**THE TASK:**
Determine the number of lines in the data that include the word "down", and write only that number.

__________________________________________________

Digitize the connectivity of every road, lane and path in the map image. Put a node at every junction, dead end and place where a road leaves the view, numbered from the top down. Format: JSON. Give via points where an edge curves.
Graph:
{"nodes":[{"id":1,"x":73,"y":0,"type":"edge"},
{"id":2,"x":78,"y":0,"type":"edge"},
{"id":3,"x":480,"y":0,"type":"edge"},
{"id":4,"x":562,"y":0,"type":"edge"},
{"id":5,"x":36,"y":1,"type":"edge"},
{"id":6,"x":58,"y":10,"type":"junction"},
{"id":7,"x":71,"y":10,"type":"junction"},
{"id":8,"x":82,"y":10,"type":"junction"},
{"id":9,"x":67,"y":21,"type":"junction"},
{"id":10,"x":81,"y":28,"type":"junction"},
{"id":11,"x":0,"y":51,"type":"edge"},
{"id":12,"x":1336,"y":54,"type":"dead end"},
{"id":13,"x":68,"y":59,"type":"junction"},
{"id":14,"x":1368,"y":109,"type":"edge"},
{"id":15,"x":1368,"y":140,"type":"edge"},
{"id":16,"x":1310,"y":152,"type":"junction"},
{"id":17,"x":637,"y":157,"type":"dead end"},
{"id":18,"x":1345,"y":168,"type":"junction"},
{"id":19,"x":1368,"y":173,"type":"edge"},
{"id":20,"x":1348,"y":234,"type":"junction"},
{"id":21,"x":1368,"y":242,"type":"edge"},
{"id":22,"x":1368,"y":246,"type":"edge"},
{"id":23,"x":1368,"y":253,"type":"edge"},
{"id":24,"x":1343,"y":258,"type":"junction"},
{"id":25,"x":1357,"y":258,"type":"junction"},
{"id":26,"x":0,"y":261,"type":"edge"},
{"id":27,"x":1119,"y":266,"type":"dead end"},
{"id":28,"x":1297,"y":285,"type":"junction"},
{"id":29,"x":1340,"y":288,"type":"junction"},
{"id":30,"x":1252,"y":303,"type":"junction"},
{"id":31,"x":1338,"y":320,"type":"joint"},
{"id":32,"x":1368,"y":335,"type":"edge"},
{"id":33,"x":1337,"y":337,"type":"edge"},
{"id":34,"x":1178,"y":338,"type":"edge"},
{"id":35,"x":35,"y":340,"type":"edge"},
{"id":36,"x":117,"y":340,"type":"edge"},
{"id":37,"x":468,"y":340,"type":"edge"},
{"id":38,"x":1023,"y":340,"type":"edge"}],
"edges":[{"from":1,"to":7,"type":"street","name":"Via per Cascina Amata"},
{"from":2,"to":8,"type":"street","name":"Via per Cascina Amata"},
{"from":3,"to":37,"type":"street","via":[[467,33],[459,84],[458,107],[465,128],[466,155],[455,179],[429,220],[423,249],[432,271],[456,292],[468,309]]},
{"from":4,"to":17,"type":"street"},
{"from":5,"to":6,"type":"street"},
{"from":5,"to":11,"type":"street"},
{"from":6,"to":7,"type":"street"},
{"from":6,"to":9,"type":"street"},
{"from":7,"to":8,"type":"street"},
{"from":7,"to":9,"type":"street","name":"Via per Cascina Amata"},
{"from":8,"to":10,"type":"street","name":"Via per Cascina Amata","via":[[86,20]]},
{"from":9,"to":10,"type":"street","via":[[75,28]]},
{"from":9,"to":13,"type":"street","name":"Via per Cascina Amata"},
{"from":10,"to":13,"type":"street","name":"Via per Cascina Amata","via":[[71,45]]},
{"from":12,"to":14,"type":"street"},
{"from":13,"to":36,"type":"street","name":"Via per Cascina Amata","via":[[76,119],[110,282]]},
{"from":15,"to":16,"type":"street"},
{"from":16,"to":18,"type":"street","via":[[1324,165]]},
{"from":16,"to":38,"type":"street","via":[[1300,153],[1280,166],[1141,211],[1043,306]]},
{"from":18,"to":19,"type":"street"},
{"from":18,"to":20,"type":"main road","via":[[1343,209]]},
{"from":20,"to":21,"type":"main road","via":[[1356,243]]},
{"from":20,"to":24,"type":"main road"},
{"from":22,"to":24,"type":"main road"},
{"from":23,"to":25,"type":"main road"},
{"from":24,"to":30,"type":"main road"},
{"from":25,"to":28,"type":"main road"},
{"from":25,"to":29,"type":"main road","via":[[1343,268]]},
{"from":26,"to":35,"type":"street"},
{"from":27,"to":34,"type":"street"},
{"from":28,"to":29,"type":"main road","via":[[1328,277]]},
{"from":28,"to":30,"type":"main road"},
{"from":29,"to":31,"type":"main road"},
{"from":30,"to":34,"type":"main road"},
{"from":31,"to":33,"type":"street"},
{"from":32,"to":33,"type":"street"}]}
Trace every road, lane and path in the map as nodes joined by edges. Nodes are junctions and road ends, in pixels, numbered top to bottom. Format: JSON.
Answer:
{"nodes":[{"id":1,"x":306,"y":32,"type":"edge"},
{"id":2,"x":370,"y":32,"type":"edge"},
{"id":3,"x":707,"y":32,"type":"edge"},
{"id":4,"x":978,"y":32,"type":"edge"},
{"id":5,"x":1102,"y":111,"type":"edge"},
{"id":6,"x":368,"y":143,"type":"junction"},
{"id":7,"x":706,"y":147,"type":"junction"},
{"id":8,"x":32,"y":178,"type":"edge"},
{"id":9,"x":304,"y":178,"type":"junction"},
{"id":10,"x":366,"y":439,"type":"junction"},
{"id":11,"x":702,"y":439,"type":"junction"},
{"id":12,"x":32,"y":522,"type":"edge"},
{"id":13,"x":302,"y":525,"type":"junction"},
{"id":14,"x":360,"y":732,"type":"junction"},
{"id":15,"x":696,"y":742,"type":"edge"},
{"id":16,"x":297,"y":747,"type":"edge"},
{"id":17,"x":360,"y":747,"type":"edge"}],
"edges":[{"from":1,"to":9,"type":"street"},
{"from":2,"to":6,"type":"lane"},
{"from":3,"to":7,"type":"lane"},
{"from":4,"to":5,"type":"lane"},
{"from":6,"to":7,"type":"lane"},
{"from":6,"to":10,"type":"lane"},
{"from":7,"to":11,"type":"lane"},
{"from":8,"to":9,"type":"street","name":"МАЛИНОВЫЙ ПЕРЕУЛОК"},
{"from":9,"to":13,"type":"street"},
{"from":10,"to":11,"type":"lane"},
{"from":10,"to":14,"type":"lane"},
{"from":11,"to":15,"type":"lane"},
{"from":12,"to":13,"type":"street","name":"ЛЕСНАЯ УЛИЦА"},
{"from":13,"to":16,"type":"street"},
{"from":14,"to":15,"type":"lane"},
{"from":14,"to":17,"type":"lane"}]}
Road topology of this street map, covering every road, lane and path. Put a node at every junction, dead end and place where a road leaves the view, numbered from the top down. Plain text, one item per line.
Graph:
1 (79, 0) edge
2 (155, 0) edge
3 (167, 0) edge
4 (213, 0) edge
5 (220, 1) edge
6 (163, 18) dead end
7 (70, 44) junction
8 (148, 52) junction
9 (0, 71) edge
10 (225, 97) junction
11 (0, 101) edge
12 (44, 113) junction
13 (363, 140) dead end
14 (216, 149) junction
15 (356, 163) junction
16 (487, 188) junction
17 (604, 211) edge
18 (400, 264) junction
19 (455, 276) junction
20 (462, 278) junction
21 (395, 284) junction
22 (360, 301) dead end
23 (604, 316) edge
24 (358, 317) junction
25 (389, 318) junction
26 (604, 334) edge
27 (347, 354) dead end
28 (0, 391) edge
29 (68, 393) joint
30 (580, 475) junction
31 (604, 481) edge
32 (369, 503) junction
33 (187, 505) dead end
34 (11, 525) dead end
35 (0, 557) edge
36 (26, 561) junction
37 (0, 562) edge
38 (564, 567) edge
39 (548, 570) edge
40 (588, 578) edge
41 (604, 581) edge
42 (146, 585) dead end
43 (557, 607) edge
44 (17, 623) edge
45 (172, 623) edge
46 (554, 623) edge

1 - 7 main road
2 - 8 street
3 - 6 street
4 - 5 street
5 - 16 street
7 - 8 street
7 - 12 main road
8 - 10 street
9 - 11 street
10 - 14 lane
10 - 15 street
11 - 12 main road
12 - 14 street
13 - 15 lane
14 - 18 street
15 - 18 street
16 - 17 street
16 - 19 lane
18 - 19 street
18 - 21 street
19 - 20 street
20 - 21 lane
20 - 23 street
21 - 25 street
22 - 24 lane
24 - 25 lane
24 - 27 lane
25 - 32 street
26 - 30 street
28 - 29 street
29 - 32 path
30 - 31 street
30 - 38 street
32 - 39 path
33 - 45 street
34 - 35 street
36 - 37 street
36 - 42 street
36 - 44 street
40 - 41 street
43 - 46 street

__________________________________________________

**RESULT OF THE TASK:**
2